Yoga Sutra 1.13, an emotional life
January 29, 2010
Yoga Sutra 1.13 : tatra sthitau yatno’bhyasah
Bernard Bouanchaud’s translation: Persevering practice is the effort to attain and maintain the state of mental peace.
Patanjali tells us here that practice IS the effort to maintain inner peace. I’ve often wondered how I could maintain anything when I am twirling off into anger, or joy, or sadness, or confusion, or any of the other myriad emotions that flit through my being from one moment to the next. Then I re-read this sutra. There is nothing here about annihilating emotions. The practice is the work of maintaining equilibrium of the Self.
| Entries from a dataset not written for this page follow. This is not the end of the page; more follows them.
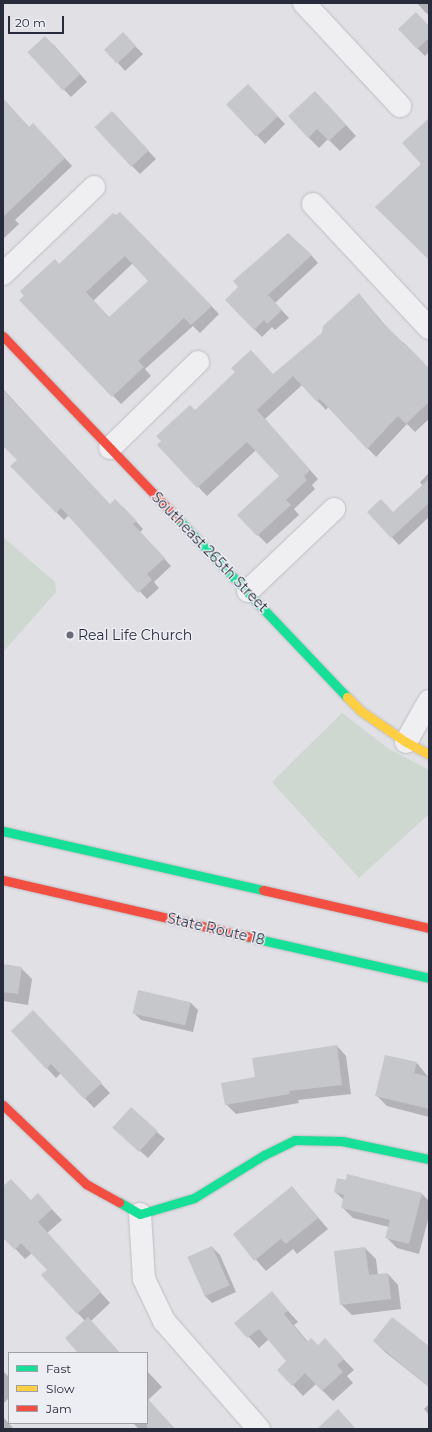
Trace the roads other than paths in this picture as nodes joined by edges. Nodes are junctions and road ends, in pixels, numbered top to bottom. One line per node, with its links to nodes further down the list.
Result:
1 (304, 3): 2 (street)
2 (400, 106)
3 (94, 188): 5 (street)
4 (313, 204): 6 (street)
5 (3, 274)
6 (429, 328)
7 (3, 336): 9 (main road, Southeast 265th Street)
8 (198, 362): 9 (street)
9 (110, 448): 11 (main road, Southeast 265th Street)
10 (334, 509): 11 (street)
11 (248, 591): 13 (main road, Southeast 265th Street)
12 (429, 701): 13 (street)
13 (406, 742): 14 (main road, Southeast 265th Street)
14 (429, 754)
15 (3, 831): 17 (main road)
16 (3, 880): 18 (main road, State Route 18)
17 (429, 928)
18 (429, 978)
19 (3, 1106): 21 (main road)
20 (429, 1159): 21 (main road)
21 (140, 1214): 22 (street)
22 (259, 1429)

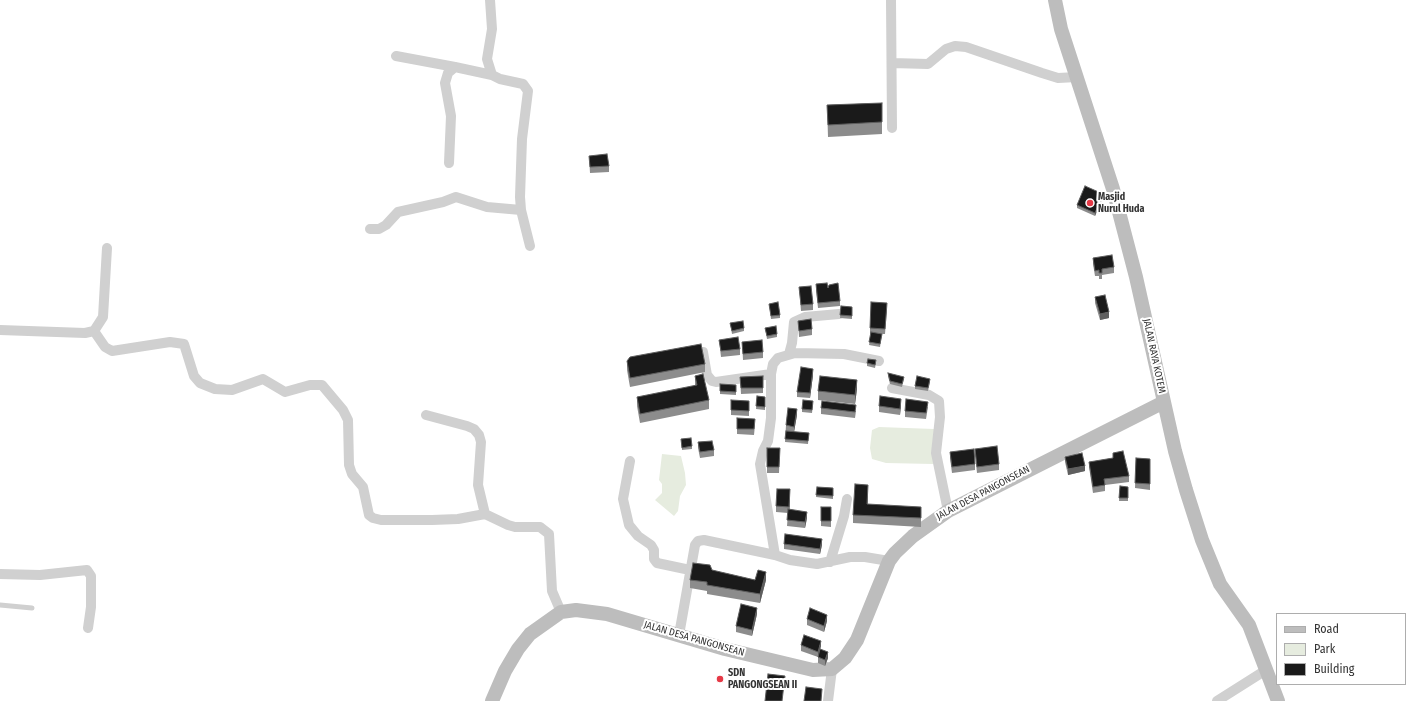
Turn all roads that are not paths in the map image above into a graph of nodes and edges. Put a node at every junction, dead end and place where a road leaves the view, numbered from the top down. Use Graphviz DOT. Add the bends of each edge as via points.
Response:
graph roads {
  1 [pos="490,0"];
  2 [pos="891,0"];
  3 [pos="1055,0"];
  4 [pos="396,56"];
  5 [pos="892,63"];
  6 [pos="455,68"];
  7 [pos="492,75"];
  8 [pos="1077,77"];
  9 [pos="892,128"];
  10 [pos="449,163"];
  11 [pos="521,210"];
  12 [pos="370,229"];
  13 [pos="530,246"];
  14 [pos="107,248"];
  15 [pos="839,314"];
  16 [pos="0,330"];
  17 [pos="94,331"];
  18 [pos="789,354"];
  19 [pos="682,355"];
  20 [pos="879,361"];
  21 [pos="772,374"];
  22 [pos="892,388"];
  23 [pos="1164,402"];
  24 [pos="426,415"];
  25 [pos="630,461"];
  26 [pos="847,498"];
  27 [pos="948,510"];
  28 [pos="485,514"];
  29 [pos="775,556"];
  30 [pos="889,561"];
  31 [pos="830,562"];
  32 [pos="690,570"];
  33 [pos="0,574"];
  34 [pos="0,605"];
  35 [pos="32,608"];
  36 [pos="561,612"];
  37 [pos="88,628"];
  38 [pos="679,635"];
  39 [pos="832,669"];
  40 [pos="1266,670"];
  41 [pos="492,701"];
  42 [pos="828,701"];
  43 [pos="1217,701"];
  44 [pos="1278,701"];
  1 -- 7 [label="street" via="492,29 487,59"];
  2 -- 5 [label="street"];
  3 -- 8 [label="street, JALAN RAYA KOTEM"];
  4 -- 6 [label="street"];
  5 -- 8 [label="street" via="928,64 946,49 966,46 1058,78"];
  5 -- 9 [label="street"];
  6 -- 7 [label="street"];
  6 -- 10 [label="street" via="448,73 445,83 451,116"];
  7 -- 11 [label="street" via="522,84 528,91 520,160"];
  8 -- 23 [label="street, JALAN RAYA KOTEM" via="1113,189"];
  11 -- 12 [label="street" via="486,207 456,197 398,212 386,225 379,229"];
  11 -- 13 [label="street"];
  14 -- 17 [label="street" via="103,317"];
  15 -- 18 [label="street" via="805,317 794,322"];
  16 -- 17 [label="street" via="85,334"];
  17 -- 28 [label="street" via="105,347 112,351 170,342 184,344 194,376 200,384 215,389 232,390 263,379 285,392 310,385 322,385 348,420 349,465 352,474 363,488 370,515 374,518 432,520"];
  18 -- 20 [label="street" via="844,354"];
  18 -- 21 [label="street" via="778,358 773,364"];
  19 -- 21 [label="street" via="702,352 709,379 716,382"];
  21 -- 29 [label="street" via="768,441 760,464"];
  22 -- 27 [label="street" via="929,395 939,401 936,453"];
  23 -- 27 [label="street, JALAN DESA PANGONSEAN"];
  23 -- 40 [label="street, JALAN RAYA KOTEM" via="1177,457 1202,540 1220,584 1249,625"];
  24 -- 28 [label="street" via="467,426 479,435 482,442 478,485"];
  25 -- 32 [label="street" via="623,499 629,525 638,536 652,545 657,563"];
  26 -- 31 [label="street"];
  27 -- 30 [label="street, JALAN DESA PANGONSEAN" via="913,536"];
  28 -- 36 [label="street" via="508,526 540,526 549,534 552,592"];
  29 -- 31 [label="street" via="804,563"];
  29 -- 32 [label="street" via="704,540 698,541 695,545"];
  30 -- 31 [label="street" via="865,556"];
  30 -- 39 [label="street, JALAN DESA PANGONSEAN" via="857,640 845,658"];
  32 -- 38 [label="street"];
  33 -- 37 [label="street" via="40,575 87,570 90,576 91,608"];
  34 -- 35 [label="lane"];
  36 -- 38 [label="street, JALAN DESA PANGONSEAN" via="576,610 607,614"];
  36 -- 41 [label="street" via="530,634 518,649"];
  38 -- 39 [label="street, JALAN DESA PANGONSEAN" via="813,670"];
  39 -- 42 [label="street"];
  40 -- 43 [label="street"];
  40 -- 44 [label="street, JALAN RAYA KOTEM"];
}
I’ve been working a lot with my emotions lately, wondering how do they fit into an awakened life? When am I processing an emotion and when is an emotion taking over? How do the stories I spin in my mind, in reaction to events in my life (shenpa), stir up emotions and feed them? How much leeway can I or do I afford any given emotion on any given day? For years, I’ve sat with the meditation:
I am not my thoughts.
I am not my emotions.
I am not my body.
Though I sat and repeated these phrases, I knew that on many levels I really DID identify myself as any or all of these aspects of my Self and I had no clue HOW one could do otherwise. Really, I know that my body continually changes, ages, and grows tired, but isn’t that big hulking tired person my Self? It’s hard enough to IMAGINE my self with a different body, much less to de-identify with having a body at all!
Thank you meditation.
Thank you savasana.
Thank you restorative yoga.
When I do these practices, I am often able to disengage from identity, whether intellectual, physical, emotional, spiritual (yes, I get caught identifying myself in those trips too!). I can breathe into the larger Self, the connection of us all. It is a spacious place. It is a place of joy. Compassion. Expansion. Beauty. Rest. Stillness. Energy. Awareness. It is nowhere. And everywhere.I am no one. And every one.
In this TED video (yes,I’m becoming a TED junkie
Eve Ensler speaks eloquently about the importance of maintaining an emotional life. And true to form, I was crying halfway through. Thank you Eve, for reminding us of our wholeness in this age of fracture.
a yogini by any other name is still barefootandupsidedown
January 24, 2010
If you’ve found this page, then you have discovered that LaughingYogini has reincarnated as Barefoot & UpsideDown.
In an effort to create a name that more accurately reflected the site content, the shift was probably inevitable.
*Really, I have never done laughter yoga, though who knows, you may find me sometime rocking my belly in the loudest, most ungainly gulps of mirth with an official laughter group.
*Another thing, I’M NOT EVEN FUNNY ~ not in writing on this blog anyway. As much as I WANT to be humorous, not many jokes appear here.
I DO wholeheartedly embrace the notion of laughing at myself AND of bringing a light touch into the studio and practice. That I will continue to write about.
I apologize to those of you who may get thrown off as the address shifts. It’ll take me a bit to find all the places I’ve registered as LY and change them over. Also, please check your RSS Feed. In the process of combing through the site, we found that was not working correctly.
So even though I’ve been searching for over a year to find a replacement for LY (ever try to discover an untaken domain name?), there is some sadness in watching her go.
Please join me in welcoming this new/old one into the blogosphere and wishing a HAPPY BIRTH DAY to Barefoot & Upside Down!